(Entries taken from a collection)
------------------------

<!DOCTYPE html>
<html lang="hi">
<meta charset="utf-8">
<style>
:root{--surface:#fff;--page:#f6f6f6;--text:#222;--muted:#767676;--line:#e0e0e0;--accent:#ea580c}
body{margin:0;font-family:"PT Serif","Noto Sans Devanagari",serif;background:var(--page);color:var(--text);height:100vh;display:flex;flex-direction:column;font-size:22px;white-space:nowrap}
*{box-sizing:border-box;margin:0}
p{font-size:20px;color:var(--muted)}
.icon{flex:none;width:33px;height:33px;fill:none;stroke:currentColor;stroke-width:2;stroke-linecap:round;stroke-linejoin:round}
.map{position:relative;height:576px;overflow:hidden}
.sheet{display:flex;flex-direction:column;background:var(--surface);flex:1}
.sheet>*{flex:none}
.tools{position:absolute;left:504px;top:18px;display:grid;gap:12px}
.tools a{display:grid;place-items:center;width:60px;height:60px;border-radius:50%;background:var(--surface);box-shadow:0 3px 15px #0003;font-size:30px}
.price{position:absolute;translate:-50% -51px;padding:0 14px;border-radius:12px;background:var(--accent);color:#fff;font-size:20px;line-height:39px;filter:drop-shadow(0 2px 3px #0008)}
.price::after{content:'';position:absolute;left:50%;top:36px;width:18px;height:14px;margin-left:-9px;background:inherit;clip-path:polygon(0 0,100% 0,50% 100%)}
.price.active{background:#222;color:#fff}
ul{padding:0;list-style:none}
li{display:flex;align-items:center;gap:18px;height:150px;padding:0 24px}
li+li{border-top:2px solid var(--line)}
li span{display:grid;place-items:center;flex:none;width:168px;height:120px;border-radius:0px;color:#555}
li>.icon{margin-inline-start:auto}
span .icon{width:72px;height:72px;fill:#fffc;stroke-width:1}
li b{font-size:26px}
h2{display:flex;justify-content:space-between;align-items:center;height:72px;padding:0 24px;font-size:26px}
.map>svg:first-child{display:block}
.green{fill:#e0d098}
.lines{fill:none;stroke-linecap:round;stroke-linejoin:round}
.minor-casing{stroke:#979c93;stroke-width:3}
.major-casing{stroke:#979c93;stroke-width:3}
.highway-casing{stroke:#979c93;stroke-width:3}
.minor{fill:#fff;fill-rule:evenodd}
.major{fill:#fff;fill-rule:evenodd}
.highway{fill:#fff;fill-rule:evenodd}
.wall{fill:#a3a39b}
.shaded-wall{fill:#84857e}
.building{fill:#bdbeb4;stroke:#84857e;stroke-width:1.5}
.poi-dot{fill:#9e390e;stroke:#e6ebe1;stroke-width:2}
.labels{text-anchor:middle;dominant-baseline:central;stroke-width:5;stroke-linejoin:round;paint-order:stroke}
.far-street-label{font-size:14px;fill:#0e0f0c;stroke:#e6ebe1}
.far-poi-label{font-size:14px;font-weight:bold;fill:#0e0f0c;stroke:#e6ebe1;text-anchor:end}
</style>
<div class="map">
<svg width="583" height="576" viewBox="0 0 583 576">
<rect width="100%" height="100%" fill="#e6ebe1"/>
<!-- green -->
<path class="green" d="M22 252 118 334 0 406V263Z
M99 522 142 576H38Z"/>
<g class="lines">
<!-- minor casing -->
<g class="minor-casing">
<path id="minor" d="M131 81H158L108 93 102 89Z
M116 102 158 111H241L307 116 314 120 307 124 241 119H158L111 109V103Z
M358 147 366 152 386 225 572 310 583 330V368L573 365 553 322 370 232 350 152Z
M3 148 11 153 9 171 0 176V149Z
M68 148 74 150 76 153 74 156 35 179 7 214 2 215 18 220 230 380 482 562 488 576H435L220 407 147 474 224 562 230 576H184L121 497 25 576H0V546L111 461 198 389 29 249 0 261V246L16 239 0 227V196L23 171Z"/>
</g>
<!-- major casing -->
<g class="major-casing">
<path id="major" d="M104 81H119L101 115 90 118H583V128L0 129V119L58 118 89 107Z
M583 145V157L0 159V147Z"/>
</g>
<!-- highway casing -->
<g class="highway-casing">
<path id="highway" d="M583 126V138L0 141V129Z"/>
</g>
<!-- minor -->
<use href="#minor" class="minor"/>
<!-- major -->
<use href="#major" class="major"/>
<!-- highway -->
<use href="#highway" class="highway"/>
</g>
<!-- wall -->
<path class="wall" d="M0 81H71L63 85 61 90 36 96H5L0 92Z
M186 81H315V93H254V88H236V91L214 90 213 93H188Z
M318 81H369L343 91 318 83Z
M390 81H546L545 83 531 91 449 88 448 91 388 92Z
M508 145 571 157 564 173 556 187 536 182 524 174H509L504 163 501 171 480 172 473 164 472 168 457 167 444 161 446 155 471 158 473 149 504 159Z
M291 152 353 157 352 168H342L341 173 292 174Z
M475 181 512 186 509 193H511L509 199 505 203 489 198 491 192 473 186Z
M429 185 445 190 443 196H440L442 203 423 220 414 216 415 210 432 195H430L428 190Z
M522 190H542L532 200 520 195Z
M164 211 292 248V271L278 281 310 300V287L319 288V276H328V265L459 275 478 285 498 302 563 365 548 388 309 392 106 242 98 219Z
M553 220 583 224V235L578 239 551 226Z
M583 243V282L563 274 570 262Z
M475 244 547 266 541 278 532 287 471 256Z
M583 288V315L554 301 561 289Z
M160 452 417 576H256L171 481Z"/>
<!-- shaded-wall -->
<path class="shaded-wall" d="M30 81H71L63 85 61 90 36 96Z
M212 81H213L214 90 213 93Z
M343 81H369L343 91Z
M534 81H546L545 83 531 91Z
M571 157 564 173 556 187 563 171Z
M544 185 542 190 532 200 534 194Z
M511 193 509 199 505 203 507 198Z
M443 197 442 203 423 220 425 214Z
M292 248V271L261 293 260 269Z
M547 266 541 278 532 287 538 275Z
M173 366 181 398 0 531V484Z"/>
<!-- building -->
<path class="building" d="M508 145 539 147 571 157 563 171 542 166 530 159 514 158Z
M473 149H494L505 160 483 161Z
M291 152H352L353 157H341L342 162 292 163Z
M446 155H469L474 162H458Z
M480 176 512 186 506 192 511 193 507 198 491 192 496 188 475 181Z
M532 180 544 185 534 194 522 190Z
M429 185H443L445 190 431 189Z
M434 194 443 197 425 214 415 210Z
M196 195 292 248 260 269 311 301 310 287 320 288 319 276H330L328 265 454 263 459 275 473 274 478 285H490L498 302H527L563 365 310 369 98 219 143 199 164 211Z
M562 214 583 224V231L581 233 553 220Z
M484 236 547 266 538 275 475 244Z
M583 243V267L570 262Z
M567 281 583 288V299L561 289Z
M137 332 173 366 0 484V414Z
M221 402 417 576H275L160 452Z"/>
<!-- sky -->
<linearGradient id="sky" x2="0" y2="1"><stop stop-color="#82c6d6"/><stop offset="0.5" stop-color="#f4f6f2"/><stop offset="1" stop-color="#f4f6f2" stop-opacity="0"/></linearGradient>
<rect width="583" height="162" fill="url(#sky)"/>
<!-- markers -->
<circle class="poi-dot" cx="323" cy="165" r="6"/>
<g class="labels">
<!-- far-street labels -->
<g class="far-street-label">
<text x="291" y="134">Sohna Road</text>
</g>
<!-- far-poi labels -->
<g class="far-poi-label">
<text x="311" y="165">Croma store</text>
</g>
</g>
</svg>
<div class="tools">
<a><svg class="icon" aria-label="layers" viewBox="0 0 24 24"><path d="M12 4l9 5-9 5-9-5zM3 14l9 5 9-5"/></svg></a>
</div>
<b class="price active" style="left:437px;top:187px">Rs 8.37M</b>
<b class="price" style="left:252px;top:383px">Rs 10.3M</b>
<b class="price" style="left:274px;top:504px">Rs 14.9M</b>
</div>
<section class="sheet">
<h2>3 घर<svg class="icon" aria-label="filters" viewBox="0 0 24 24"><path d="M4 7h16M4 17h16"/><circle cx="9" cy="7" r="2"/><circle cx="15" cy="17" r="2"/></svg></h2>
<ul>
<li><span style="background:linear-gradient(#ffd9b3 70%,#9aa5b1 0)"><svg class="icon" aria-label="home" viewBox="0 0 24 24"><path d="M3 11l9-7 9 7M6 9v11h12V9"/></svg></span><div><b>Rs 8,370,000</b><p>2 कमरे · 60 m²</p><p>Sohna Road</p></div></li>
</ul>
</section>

------------------------

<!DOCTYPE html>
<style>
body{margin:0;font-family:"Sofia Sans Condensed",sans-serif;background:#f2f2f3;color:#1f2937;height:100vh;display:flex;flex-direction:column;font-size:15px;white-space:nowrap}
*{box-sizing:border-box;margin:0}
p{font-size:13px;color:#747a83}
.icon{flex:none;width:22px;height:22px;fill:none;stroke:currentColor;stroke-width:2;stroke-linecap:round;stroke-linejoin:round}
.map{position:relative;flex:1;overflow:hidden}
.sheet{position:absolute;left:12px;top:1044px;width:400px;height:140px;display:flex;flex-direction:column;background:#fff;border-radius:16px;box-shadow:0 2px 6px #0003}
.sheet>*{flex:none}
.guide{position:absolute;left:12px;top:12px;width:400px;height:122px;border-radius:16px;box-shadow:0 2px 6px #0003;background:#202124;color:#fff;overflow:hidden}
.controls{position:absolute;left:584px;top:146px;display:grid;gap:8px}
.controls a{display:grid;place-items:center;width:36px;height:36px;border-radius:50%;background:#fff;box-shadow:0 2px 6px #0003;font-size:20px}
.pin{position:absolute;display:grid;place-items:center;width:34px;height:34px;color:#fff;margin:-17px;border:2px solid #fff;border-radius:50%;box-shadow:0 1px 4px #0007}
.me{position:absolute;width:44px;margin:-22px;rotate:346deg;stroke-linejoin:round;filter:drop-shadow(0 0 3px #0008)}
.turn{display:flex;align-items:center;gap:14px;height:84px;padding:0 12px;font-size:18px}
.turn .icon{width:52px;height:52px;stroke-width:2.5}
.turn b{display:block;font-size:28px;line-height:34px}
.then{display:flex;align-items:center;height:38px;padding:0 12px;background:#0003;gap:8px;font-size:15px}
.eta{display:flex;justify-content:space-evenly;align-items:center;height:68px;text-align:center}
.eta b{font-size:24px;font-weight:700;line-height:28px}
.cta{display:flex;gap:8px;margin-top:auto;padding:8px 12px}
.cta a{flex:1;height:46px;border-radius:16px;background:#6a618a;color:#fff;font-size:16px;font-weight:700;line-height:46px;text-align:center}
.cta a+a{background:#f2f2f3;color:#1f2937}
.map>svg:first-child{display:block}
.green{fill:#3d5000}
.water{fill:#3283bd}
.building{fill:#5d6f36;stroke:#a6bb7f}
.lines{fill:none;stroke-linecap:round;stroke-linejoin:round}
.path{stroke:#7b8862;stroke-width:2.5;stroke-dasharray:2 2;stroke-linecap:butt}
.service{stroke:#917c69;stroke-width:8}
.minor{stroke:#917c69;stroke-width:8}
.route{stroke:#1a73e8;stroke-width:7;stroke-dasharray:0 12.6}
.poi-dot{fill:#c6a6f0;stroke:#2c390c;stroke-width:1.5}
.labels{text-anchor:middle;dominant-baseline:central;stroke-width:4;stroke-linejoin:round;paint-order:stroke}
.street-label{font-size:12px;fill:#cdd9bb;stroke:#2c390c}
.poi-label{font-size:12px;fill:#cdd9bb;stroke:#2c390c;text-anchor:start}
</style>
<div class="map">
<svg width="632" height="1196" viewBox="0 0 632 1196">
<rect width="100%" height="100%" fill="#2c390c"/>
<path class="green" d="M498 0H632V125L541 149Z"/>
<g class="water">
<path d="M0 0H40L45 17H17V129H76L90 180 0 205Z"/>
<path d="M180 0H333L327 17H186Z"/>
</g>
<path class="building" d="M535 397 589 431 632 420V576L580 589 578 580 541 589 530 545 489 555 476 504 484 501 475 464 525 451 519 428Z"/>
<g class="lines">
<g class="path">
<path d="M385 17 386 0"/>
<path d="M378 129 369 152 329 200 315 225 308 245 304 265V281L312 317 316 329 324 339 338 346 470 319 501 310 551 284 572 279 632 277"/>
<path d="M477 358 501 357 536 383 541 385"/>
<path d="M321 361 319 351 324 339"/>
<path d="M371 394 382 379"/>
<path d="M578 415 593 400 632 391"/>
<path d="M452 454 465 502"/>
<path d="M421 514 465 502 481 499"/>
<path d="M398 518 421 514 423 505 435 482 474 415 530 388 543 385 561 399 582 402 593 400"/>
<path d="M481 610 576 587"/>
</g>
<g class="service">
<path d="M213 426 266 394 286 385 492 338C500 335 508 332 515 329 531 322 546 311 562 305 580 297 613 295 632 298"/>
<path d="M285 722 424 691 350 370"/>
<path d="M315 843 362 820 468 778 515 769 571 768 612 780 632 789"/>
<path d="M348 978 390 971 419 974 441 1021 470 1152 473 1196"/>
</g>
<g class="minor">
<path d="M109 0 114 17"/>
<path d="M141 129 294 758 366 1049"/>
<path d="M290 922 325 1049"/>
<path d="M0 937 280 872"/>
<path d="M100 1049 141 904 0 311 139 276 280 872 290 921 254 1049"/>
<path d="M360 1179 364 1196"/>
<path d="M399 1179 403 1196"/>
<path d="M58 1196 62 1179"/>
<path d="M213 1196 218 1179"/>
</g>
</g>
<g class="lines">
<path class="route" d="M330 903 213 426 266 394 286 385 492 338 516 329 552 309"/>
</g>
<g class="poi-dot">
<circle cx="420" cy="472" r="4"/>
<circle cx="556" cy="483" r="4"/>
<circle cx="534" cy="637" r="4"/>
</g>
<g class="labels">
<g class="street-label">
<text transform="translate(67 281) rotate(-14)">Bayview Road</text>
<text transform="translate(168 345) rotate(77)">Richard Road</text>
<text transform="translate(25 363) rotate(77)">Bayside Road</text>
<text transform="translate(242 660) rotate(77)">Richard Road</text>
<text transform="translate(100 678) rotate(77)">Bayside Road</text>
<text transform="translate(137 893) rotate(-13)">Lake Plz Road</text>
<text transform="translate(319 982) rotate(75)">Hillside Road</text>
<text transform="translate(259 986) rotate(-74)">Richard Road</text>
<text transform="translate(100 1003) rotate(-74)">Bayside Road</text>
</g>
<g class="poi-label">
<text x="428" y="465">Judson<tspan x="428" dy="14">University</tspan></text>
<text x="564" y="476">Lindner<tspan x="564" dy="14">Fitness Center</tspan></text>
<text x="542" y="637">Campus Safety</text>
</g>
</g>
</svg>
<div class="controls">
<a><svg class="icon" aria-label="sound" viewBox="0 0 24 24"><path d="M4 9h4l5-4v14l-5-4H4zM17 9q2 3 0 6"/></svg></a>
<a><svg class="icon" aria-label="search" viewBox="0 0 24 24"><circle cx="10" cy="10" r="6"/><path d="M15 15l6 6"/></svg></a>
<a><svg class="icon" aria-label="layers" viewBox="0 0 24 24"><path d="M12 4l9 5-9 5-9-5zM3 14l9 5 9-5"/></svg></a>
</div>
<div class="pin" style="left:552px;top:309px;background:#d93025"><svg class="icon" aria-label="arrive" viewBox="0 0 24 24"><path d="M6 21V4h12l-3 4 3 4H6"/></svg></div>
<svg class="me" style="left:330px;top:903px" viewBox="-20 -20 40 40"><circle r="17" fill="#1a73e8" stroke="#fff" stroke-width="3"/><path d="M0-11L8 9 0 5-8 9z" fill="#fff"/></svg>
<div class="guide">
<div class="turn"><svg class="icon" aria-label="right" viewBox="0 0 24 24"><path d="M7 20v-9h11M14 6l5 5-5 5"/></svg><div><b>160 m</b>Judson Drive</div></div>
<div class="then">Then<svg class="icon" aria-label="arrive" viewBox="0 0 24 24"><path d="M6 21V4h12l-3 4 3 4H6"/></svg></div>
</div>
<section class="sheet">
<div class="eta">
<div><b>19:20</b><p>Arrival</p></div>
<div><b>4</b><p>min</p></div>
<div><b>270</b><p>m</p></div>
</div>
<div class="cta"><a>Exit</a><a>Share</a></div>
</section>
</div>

------------------------

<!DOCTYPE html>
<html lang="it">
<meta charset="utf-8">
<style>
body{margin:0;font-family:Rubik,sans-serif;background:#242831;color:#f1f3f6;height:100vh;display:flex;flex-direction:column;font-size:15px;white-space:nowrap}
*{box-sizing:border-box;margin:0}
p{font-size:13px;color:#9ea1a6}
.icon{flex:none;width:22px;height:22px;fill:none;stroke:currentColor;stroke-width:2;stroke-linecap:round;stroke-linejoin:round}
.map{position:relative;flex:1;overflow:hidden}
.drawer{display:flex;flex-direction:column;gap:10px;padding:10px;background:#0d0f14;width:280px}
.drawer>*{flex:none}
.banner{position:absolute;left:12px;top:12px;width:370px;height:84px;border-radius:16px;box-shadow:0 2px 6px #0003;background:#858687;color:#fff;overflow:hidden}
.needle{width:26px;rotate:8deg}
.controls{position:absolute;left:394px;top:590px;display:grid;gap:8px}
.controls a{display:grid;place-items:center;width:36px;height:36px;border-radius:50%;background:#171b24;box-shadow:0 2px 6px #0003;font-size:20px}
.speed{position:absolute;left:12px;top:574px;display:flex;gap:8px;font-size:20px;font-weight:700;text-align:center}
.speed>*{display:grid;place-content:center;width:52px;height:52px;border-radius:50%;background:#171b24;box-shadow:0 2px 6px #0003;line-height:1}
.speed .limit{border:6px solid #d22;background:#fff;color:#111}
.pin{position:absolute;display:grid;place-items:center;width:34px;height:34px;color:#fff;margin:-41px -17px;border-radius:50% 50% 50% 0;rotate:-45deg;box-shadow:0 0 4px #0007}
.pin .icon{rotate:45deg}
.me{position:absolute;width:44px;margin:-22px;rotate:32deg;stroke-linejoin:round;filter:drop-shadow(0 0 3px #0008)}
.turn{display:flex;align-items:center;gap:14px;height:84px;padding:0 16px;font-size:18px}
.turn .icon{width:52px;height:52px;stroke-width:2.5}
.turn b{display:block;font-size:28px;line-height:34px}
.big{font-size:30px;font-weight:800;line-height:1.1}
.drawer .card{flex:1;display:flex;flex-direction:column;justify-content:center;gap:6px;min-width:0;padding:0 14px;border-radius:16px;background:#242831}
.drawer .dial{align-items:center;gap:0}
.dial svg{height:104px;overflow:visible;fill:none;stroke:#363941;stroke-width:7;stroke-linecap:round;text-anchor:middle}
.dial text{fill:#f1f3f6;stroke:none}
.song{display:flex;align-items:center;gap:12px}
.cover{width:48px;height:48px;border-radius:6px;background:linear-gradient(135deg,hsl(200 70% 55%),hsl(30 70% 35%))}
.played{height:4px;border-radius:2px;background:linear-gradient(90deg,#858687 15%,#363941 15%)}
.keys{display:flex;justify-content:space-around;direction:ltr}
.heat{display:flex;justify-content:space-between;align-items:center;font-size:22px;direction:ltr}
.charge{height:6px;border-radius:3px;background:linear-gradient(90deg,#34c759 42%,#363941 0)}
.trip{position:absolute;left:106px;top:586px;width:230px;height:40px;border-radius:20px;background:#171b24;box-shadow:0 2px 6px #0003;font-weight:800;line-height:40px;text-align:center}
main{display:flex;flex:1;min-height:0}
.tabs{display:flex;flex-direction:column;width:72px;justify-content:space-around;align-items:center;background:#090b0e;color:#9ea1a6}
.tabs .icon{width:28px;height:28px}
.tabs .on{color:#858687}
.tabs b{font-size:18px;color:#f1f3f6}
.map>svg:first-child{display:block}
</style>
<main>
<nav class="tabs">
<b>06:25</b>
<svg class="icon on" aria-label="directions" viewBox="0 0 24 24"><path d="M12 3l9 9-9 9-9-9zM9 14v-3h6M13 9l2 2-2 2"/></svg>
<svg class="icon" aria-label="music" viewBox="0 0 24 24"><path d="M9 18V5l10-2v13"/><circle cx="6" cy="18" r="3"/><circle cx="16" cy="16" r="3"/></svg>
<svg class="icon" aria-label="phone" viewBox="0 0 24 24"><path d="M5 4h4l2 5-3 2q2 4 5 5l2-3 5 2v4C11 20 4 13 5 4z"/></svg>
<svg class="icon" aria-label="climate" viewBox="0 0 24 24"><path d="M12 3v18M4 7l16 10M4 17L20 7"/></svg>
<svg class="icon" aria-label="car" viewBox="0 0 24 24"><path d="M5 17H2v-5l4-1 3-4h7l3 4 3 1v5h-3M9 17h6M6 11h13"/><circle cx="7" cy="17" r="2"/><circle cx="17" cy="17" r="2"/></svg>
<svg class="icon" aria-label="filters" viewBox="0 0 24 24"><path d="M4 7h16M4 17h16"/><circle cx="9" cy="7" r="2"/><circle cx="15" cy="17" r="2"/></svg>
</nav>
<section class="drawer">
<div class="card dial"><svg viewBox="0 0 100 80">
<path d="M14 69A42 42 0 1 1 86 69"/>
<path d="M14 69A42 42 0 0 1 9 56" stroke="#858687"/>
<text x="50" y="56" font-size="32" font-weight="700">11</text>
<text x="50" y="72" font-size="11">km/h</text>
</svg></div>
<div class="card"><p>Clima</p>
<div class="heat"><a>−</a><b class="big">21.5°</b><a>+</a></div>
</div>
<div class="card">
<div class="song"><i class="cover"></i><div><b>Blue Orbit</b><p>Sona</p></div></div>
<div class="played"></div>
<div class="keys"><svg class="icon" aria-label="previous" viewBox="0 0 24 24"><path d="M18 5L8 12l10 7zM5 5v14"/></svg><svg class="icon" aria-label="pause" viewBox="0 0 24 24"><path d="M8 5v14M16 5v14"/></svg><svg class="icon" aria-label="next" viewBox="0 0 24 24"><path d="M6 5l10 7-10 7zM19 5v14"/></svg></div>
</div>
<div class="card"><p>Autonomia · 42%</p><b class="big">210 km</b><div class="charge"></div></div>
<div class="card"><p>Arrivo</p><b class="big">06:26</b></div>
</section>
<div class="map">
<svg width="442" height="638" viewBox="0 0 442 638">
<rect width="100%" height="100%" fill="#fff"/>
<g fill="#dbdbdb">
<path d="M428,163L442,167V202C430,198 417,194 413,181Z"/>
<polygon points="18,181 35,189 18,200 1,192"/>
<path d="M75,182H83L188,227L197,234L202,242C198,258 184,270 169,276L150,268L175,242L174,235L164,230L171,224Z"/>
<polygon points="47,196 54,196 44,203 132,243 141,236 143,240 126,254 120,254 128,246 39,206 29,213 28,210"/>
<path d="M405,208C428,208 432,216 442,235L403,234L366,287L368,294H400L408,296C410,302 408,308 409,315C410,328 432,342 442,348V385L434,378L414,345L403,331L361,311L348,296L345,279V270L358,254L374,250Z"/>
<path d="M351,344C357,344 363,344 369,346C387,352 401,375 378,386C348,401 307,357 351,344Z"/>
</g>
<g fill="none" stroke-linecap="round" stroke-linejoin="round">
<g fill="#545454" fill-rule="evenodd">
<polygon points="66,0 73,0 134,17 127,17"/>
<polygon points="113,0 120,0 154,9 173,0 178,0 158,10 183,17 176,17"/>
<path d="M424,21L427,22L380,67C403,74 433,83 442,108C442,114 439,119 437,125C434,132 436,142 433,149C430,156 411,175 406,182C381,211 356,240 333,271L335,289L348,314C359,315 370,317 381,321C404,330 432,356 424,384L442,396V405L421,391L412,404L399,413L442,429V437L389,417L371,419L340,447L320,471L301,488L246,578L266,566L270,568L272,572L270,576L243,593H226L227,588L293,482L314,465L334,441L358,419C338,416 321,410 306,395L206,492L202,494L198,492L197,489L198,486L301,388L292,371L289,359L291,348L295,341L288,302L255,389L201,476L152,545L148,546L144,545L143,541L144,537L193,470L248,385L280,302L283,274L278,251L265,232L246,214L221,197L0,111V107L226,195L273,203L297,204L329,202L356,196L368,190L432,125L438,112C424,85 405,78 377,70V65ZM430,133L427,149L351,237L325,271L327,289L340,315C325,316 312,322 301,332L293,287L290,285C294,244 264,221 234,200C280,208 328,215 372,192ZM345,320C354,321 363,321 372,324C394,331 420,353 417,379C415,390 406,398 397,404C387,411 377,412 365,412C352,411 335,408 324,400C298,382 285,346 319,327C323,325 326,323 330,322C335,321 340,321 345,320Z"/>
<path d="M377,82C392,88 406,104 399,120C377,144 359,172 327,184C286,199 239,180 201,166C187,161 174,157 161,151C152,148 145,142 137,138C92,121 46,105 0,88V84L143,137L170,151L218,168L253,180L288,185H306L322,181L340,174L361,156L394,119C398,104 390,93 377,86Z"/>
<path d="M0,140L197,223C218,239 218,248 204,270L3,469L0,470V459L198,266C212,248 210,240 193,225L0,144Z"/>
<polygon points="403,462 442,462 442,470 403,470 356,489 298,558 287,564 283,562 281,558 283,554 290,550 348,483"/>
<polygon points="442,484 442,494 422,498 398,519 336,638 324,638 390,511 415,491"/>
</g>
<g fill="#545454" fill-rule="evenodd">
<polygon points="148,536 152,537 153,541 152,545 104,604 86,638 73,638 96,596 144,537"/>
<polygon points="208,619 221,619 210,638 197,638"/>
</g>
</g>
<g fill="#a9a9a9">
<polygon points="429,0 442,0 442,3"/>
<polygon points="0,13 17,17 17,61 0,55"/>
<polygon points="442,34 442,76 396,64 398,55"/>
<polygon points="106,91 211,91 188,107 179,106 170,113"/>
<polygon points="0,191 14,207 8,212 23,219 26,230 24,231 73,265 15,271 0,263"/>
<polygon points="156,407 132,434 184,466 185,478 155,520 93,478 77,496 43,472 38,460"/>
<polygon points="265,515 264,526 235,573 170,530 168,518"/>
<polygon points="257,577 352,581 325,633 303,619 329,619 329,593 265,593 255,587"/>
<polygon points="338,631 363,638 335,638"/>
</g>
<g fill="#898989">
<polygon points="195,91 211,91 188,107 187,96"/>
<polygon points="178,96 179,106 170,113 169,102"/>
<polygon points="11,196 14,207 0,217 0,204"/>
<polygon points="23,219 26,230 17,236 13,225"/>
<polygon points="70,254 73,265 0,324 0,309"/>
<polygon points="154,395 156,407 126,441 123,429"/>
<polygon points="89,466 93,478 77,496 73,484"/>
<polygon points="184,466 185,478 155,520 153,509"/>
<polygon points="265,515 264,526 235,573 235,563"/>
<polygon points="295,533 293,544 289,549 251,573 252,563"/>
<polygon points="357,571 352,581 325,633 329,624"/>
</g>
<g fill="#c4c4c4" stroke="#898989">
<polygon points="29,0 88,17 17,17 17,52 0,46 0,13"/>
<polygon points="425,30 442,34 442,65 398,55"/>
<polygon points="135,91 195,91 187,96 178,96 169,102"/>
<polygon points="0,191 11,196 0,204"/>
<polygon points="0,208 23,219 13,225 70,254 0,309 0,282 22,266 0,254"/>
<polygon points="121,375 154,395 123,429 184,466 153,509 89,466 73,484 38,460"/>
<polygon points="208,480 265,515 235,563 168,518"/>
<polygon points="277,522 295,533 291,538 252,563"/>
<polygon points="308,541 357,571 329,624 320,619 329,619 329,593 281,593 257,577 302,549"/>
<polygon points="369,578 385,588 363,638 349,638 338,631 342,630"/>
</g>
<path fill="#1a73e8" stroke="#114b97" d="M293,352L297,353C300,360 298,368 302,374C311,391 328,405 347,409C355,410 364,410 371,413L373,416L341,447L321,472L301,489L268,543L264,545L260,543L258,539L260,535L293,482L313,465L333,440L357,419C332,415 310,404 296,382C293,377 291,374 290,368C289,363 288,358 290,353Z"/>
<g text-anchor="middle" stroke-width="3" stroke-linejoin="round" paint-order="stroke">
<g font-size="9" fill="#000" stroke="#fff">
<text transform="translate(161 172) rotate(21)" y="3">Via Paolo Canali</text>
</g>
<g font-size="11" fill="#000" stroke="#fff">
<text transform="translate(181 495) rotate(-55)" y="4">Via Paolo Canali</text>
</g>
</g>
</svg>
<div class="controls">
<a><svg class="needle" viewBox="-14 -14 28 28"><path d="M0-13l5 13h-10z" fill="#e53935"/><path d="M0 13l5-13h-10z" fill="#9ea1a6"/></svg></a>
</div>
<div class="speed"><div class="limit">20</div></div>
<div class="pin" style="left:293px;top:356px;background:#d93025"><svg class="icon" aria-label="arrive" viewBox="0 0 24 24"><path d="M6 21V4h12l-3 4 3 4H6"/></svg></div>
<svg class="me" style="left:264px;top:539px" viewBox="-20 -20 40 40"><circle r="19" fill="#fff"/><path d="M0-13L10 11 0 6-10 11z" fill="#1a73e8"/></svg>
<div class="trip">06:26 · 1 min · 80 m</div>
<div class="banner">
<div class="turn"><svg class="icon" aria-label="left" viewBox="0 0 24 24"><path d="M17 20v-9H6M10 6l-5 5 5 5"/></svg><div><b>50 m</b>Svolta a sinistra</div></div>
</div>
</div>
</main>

------------------------

Directions:
Filter the lines above so that only those with the string "central" remain, then copy them.

Answer for the task:
.labels{text-anchor:middle;dominant-baseline:central;stroke-width:5;stroke-linejoin:round;paint-order:stroke}
.labels{text-anchor:middle;dominant-baseline:central;stroke-width:4;stroke-linejoin:round;paint-order:stroke}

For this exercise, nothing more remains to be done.